L’Anses vient de publier son expertise relative au traitement des eaux destinées à la consommation humaine par des orthophosphates pour limiter la dissolution du plomb. L’Agence conclut que le traitement par des orthophosphates constitue une mesure de protection possible mais non suffisante. Les données disponibles ne permettant pas d’évaluer les effets de ce traitement sur la qualité de l’eau distribuée, l’Agence recommande que toute nouvelle mise en œuvre soit accompagnée d’études visant à mieux déterminer ses impacts, notamment sur la qualité microbiologique de l’eau distribuée.
La
présence de plomb dans l’eau destinée à la consommation humaine a
essentiellement pour origine les matériaux constitutifs du réseau de
distribution. Il s’agit principalement des branchements publics situés entre la
canalisation principale et le compteur d’eau, et des canalisations intérieures,
dans l’habitat ancien notamment.
Chez
l’Homme, les effets néfastes du plomb sont démontrés. D’après une étude publiée
par l’Anses en 2016, la contribution des eaux destinées à la consommation
humaine à l’exposition moyenne au plomb atteint 14 % chez les enfants âgés de
13 à 36 mois.
Une
limite de qualité de 10 µg/L a été fixée pour le paramètre « plomb dans
l’eau destinée à la consommation humaine ». Pour respecter cette limite de
qualité, plusieurs solutions ont été envisagées, notamment le remplacement des
canalisations en plomb et des traitements modifiant la qualité des eaux
destinées à la consommation humaine afin de réduire la dissolution du plomb
dans le réseau. L’ajout d’acide phosphorique ou d’orthophosphates pour les eaux
moyennement et fortement minéralisées, présentant un pH d’équilibre inférieur à
7,5, permet de former une couche protectrice sur les parois internes des
canalisations. Ainsi, entre 2003 et 2013, dix usines de production d’eau
destinée à la consommation humaine en Île-de-France ont mis en œuvre un
traitement par des orthophosphates.
L’Anses
a été saisie afin de déterminer l’intérêt de maintenir le traitement aux
orthophosphates, au regard des conséquences qu’aurait l’arrêt du traitement en
termes de qualité d’eau distribuée et de déstabilisation de l’écologie
microbienne dans les réseaux.
En
ce qui concerne le traitement aux orthophosphates, les experts considèrent qu’il
permet de manière générale de diminuer la concentration en plomb dans l’eau
distribuée au robinet.
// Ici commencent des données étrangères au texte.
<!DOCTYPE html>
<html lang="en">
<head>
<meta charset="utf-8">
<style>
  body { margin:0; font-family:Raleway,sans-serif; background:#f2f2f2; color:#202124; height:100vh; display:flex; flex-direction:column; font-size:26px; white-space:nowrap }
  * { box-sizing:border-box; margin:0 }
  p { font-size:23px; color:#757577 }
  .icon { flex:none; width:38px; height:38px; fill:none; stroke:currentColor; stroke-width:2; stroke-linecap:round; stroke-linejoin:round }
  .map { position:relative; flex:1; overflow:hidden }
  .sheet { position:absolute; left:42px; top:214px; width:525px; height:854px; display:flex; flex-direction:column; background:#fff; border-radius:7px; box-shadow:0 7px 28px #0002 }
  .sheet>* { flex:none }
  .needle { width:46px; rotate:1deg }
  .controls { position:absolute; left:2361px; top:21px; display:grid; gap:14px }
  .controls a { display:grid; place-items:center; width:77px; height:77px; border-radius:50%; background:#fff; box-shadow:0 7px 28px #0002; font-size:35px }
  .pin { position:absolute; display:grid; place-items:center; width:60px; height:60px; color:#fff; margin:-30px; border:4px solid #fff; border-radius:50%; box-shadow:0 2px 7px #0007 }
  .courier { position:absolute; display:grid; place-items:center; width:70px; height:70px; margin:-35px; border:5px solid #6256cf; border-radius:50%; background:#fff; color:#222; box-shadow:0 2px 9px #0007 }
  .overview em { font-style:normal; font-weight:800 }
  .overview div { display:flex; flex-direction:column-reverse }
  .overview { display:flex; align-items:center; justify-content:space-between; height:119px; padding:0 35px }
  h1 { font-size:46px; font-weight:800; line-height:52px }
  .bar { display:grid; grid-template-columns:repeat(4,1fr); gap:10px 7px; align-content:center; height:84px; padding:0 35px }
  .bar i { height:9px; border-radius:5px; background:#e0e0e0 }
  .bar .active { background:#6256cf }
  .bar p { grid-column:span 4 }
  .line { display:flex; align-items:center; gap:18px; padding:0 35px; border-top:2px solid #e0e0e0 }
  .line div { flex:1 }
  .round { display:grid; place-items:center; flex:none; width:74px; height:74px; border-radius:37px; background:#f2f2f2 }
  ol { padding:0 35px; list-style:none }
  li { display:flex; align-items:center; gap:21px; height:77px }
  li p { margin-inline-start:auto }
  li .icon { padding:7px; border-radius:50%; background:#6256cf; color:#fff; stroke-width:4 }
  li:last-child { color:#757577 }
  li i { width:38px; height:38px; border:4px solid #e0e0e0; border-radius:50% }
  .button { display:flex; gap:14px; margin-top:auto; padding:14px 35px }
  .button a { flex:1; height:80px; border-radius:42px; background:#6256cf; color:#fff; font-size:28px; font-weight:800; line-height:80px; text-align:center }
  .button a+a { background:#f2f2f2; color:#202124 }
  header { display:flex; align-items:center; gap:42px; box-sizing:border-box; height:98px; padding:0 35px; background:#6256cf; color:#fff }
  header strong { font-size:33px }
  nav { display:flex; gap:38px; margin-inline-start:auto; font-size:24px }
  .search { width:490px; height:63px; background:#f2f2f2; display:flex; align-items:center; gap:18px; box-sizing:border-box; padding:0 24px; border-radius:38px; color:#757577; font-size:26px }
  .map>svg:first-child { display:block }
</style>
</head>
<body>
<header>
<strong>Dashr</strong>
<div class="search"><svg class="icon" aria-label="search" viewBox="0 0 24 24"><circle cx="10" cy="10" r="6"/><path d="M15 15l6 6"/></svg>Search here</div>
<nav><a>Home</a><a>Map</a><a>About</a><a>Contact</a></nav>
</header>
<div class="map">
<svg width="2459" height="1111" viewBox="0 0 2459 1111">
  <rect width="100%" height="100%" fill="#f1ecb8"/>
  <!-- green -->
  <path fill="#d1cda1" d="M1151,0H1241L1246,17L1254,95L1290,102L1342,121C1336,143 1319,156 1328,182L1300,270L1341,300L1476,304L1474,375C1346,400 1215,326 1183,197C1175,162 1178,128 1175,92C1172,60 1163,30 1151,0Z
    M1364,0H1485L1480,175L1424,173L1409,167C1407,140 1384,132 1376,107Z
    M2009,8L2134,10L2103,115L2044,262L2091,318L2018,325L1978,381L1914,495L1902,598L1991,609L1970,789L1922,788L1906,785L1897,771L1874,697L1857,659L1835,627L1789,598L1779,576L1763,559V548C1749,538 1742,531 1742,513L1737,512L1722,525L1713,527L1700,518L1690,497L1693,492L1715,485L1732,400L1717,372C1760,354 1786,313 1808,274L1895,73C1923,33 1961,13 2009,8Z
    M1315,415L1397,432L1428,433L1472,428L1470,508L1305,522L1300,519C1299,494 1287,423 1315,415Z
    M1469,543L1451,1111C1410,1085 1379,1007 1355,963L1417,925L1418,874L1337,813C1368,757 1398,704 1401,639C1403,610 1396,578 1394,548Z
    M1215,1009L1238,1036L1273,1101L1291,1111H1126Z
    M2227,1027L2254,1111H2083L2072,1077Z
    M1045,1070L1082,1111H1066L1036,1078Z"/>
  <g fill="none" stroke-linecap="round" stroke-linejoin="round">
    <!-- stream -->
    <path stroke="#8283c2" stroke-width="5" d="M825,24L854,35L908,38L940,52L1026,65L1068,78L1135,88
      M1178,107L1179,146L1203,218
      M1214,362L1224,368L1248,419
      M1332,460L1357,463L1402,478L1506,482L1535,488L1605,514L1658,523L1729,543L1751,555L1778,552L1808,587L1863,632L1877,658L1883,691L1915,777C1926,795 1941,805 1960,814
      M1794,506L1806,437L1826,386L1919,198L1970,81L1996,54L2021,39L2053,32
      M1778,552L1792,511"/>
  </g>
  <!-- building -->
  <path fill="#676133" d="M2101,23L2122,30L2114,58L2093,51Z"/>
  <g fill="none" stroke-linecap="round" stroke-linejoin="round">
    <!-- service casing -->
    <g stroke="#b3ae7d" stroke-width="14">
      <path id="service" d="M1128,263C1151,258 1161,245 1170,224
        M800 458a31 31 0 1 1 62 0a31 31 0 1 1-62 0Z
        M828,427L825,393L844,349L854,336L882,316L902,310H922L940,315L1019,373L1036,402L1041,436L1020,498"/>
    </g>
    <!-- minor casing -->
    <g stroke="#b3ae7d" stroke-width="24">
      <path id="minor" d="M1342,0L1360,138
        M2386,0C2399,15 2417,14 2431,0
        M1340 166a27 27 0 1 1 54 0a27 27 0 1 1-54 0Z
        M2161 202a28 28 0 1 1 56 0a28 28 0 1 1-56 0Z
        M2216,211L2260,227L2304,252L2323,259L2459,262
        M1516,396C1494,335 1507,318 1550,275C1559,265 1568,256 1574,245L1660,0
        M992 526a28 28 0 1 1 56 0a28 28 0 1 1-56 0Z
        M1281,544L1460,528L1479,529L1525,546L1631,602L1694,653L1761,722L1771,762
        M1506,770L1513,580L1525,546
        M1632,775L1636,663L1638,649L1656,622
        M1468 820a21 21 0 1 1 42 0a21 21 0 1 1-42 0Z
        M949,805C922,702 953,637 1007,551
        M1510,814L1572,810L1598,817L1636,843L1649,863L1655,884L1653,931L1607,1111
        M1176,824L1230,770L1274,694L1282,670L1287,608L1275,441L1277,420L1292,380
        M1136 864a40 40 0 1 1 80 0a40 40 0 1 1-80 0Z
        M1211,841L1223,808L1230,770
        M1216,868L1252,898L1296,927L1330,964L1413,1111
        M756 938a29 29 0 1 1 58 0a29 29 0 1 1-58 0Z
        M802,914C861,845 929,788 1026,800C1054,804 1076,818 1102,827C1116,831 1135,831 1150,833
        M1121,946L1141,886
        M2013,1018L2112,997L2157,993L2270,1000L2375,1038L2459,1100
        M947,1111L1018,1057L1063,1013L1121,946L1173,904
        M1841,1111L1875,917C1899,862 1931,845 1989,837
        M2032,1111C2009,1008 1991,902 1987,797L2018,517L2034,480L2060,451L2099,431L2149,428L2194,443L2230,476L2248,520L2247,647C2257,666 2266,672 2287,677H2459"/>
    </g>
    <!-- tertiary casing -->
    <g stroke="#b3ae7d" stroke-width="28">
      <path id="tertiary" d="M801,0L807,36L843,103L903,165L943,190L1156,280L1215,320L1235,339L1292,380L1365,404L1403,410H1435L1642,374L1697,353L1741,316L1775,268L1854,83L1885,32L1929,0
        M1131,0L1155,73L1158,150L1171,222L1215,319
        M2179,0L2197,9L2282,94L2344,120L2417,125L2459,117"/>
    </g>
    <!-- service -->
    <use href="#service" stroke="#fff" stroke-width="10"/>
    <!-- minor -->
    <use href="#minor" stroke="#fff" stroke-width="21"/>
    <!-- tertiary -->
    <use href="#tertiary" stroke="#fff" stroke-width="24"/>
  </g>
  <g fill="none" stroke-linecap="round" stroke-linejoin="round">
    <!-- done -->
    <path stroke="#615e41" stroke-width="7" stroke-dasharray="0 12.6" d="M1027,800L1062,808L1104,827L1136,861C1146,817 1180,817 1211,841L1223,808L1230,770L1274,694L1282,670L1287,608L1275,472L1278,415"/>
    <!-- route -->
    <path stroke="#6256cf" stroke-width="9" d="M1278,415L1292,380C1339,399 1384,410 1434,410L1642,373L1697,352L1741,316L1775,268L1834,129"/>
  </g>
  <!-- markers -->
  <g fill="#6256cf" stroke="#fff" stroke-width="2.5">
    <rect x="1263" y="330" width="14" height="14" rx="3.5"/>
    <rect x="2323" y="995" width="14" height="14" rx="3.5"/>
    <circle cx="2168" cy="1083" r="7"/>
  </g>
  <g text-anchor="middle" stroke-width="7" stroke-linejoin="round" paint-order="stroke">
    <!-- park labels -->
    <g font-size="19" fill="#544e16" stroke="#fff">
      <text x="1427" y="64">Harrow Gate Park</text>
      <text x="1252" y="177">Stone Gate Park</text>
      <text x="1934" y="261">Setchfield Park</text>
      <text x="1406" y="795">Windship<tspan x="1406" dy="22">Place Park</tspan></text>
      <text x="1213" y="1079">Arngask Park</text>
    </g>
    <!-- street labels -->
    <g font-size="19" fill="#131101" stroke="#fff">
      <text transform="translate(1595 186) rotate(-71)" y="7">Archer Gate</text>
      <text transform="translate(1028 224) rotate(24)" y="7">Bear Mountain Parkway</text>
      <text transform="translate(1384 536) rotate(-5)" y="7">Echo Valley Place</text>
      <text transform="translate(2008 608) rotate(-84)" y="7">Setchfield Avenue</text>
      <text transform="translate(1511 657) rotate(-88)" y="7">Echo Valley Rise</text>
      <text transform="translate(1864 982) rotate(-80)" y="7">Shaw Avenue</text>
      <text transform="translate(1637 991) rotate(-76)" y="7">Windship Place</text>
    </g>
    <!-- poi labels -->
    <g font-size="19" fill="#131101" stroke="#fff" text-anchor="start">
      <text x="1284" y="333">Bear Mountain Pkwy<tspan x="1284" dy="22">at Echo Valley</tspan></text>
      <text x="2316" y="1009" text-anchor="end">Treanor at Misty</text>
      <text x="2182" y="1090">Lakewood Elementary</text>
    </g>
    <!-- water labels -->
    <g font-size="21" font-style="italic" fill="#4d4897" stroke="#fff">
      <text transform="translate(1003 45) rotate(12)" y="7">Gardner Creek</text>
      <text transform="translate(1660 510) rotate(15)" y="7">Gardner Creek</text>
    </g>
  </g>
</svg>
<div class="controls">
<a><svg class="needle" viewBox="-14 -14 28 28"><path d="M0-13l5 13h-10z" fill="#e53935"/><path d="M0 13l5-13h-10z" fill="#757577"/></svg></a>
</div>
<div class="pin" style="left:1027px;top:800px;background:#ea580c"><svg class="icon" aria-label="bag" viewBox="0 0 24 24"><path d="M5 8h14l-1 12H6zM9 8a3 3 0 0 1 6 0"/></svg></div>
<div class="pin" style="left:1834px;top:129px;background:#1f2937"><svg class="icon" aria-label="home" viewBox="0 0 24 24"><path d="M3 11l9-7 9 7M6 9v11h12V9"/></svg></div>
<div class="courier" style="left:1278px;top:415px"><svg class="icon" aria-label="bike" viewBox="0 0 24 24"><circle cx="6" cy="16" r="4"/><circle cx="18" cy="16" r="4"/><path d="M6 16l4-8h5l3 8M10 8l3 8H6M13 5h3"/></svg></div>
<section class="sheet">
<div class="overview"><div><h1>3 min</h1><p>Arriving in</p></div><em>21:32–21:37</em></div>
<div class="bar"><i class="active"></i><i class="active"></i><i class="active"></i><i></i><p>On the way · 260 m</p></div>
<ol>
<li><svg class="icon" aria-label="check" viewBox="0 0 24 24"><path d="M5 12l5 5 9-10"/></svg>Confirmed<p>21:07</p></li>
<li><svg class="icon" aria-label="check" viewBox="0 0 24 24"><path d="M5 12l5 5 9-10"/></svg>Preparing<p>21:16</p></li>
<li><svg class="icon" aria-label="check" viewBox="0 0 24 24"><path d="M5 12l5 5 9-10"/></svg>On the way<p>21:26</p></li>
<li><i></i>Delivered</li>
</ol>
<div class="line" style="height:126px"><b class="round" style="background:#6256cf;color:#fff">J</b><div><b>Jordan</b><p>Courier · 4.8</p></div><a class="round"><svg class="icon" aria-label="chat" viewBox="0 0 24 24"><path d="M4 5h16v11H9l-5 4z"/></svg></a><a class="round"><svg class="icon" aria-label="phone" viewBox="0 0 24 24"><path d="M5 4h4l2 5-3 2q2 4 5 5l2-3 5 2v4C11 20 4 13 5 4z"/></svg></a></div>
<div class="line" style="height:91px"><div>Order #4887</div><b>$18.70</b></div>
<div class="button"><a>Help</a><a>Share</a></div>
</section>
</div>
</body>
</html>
Mais « l’ampleur de cette diminution varie
cependant selon les sites du fait notamment des caractéristiques de l’eau
distribuée, de la nature du réseau, indique l’Anses. Ainsi, le traitement ne
permet pas de respecter en permanence et à tous les points d’usage, la
limite réglementaire de qualité du plomb dans les eaux destinées à la
consommation humaine ».
Les
données disponibles ne permettant pas d’évaluer avec précision les impacts du
traitement sur la qualité de l’eau distribuée, ni lors de sa mise en œuvre, ni
au moment de son arrêt. « Aucun effet négatif n’a été signalé par les
distributeurs d’eau auditionnés quant à la qualité physico-chimique ou
microbiologique globale des eaux distribuées traitées aux orthophosphates »,
souligne l’agence qui recommande cependant que toute nouvelle mise en œuvre
d’un traitement aux orthophosphates soit accompagnée d’études visant à mieux
déterminer ses différents impacts, notamment sur la qualité microbiologique de
l’eau distribuée.
In
fine, l’Agence considère que la réduction des expositions de la population au
plomb reste un objectif prioritaire qui passe par une combinaison d’actions. Le
traitement des eaux distribuées par des orthophosphates constitue une possibilité,
mais non suffisante à elle seule. D’autres stratégies existent, notamment le
traitement des eaux par neutralisation, reminéralisation ou décarbonatation, ou
la poursuite du remplacement des branchements en plomb.